- _Extracted entries_:
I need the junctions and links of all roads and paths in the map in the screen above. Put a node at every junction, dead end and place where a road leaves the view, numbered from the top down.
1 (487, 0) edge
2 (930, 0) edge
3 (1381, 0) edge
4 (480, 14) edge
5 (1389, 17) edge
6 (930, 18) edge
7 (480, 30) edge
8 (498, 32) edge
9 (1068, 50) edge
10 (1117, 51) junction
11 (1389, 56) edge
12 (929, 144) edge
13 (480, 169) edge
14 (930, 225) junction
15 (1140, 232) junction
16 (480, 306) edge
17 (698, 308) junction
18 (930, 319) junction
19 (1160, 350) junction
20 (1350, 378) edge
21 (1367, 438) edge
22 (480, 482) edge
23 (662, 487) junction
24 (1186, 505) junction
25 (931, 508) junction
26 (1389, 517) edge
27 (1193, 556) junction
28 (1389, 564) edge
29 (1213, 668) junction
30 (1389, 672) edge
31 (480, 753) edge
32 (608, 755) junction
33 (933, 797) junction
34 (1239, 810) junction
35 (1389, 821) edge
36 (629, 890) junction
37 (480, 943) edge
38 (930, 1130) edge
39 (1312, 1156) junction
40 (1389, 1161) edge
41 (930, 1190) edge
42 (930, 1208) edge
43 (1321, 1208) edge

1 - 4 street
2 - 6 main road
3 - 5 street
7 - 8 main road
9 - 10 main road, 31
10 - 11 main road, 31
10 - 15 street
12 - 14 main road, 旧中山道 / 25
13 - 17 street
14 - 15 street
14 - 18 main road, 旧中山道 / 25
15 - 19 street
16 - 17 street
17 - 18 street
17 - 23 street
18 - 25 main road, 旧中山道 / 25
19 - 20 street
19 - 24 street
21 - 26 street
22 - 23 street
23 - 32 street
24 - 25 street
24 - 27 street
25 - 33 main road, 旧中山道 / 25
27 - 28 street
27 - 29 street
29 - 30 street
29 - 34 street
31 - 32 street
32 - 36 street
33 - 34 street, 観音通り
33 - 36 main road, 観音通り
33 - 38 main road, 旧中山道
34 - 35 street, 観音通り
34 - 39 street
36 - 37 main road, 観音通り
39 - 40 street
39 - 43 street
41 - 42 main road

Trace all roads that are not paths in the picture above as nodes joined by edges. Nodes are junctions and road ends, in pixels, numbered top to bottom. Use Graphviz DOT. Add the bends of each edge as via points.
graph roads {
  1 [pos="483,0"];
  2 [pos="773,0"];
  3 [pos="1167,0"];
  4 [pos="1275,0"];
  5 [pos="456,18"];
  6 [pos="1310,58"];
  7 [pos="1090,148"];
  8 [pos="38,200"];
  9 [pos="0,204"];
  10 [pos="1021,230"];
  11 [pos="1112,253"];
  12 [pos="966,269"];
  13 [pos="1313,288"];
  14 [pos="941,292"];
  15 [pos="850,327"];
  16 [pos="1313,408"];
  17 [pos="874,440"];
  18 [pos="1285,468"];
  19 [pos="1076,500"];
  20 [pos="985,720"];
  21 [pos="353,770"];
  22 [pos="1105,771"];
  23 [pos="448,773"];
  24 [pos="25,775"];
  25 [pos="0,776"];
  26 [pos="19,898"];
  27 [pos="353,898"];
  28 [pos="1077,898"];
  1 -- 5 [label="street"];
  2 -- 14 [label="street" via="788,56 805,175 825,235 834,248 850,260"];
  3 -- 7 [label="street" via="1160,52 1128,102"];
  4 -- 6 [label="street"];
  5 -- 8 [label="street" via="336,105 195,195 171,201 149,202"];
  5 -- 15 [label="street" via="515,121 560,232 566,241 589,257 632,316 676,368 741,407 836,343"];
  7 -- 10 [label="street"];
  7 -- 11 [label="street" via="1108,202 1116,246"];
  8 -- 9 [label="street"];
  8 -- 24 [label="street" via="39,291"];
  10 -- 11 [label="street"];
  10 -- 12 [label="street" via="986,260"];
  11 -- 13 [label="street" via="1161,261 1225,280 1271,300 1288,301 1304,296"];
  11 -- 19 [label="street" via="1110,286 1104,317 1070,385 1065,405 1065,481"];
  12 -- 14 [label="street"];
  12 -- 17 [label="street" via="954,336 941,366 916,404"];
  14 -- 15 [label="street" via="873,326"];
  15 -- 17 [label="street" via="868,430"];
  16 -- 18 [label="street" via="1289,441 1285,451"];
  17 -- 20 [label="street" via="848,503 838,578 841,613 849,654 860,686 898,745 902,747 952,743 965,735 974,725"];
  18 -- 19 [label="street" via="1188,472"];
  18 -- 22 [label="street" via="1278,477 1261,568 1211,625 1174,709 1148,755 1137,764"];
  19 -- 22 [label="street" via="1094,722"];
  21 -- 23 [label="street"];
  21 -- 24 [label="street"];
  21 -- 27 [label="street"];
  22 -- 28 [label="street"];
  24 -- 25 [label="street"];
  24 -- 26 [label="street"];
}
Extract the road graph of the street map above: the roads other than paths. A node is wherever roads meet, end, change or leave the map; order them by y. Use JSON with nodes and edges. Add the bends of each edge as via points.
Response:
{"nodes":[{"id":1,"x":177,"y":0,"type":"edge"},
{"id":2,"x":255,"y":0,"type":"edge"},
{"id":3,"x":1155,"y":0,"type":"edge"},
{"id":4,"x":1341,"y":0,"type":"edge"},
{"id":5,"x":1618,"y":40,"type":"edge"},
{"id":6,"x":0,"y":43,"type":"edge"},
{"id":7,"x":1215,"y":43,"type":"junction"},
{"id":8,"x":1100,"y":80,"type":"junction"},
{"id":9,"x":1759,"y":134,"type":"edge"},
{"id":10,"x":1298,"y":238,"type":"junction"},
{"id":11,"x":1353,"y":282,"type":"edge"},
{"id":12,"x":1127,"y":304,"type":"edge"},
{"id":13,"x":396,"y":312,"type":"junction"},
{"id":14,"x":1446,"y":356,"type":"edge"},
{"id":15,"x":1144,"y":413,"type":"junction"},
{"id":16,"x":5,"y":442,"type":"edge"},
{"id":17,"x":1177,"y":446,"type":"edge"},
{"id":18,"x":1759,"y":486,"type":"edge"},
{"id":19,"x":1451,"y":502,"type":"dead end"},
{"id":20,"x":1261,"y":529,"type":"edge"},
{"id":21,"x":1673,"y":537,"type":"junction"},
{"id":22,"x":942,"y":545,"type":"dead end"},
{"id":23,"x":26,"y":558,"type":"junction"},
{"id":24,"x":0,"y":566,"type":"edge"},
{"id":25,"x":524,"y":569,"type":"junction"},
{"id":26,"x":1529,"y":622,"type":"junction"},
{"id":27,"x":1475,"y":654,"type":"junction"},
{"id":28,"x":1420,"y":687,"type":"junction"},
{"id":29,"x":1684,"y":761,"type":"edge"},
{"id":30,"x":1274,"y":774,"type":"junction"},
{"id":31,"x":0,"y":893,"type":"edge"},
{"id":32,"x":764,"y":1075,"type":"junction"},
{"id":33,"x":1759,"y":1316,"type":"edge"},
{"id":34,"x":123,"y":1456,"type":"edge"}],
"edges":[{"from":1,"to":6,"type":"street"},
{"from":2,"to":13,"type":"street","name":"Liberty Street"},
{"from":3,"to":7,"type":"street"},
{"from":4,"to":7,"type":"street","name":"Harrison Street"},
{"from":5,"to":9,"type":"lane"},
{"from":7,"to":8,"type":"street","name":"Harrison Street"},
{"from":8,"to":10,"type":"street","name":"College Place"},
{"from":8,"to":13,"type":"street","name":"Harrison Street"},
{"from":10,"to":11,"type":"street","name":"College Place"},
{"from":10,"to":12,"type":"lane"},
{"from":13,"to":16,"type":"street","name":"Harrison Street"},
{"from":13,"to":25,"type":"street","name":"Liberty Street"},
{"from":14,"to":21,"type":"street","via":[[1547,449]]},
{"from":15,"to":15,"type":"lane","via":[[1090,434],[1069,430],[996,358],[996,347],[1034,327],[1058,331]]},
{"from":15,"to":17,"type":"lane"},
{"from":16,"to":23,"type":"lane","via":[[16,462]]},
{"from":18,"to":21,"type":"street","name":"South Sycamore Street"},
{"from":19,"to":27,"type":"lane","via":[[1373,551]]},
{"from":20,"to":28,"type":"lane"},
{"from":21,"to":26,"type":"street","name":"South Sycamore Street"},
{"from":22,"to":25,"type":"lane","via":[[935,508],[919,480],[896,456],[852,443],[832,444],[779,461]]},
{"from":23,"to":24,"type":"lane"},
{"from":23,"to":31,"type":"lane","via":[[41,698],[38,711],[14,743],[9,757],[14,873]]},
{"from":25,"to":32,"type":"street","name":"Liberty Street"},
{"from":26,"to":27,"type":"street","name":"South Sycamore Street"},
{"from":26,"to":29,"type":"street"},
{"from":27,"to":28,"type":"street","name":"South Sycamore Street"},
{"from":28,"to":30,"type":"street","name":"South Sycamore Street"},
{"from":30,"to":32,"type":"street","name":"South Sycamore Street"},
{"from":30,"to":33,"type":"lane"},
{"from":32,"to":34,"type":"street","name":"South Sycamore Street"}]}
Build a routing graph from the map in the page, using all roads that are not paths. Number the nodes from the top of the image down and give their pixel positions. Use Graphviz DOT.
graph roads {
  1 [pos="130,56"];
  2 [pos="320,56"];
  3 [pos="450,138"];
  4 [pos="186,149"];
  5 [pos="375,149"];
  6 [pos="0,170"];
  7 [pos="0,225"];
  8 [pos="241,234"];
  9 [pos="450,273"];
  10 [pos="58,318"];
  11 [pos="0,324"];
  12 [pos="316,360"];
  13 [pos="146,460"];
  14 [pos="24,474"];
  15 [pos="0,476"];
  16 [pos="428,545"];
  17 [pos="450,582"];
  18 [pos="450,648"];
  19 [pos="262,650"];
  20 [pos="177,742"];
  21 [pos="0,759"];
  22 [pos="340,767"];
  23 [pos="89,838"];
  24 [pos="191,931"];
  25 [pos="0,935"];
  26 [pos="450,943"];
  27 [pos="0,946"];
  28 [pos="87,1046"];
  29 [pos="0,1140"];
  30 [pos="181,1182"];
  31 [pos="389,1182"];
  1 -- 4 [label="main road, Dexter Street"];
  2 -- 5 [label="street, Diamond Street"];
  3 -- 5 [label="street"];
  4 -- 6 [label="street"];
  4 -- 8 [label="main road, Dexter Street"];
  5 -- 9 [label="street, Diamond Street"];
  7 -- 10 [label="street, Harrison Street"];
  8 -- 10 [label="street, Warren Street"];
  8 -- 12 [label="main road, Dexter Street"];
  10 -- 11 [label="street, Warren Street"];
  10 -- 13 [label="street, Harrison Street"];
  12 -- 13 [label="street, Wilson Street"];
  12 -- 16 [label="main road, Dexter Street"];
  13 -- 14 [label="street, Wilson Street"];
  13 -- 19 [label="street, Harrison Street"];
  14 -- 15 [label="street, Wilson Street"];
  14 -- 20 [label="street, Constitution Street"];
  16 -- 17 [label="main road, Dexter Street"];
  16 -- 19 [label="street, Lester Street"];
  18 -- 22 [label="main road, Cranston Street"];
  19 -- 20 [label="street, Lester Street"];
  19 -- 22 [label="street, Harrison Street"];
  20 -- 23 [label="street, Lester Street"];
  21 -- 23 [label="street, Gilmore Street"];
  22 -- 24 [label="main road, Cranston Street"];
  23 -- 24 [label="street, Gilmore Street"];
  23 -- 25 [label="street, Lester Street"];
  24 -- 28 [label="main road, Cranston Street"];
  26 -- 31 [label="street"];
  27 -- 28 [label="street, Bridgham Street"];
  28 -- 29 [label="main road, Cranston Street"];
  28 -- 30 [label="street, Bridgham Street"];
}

- _Exercise objective_: The answer should be one number, namely how many lines of the entries above include the string "Liberty".

- _Result_: 3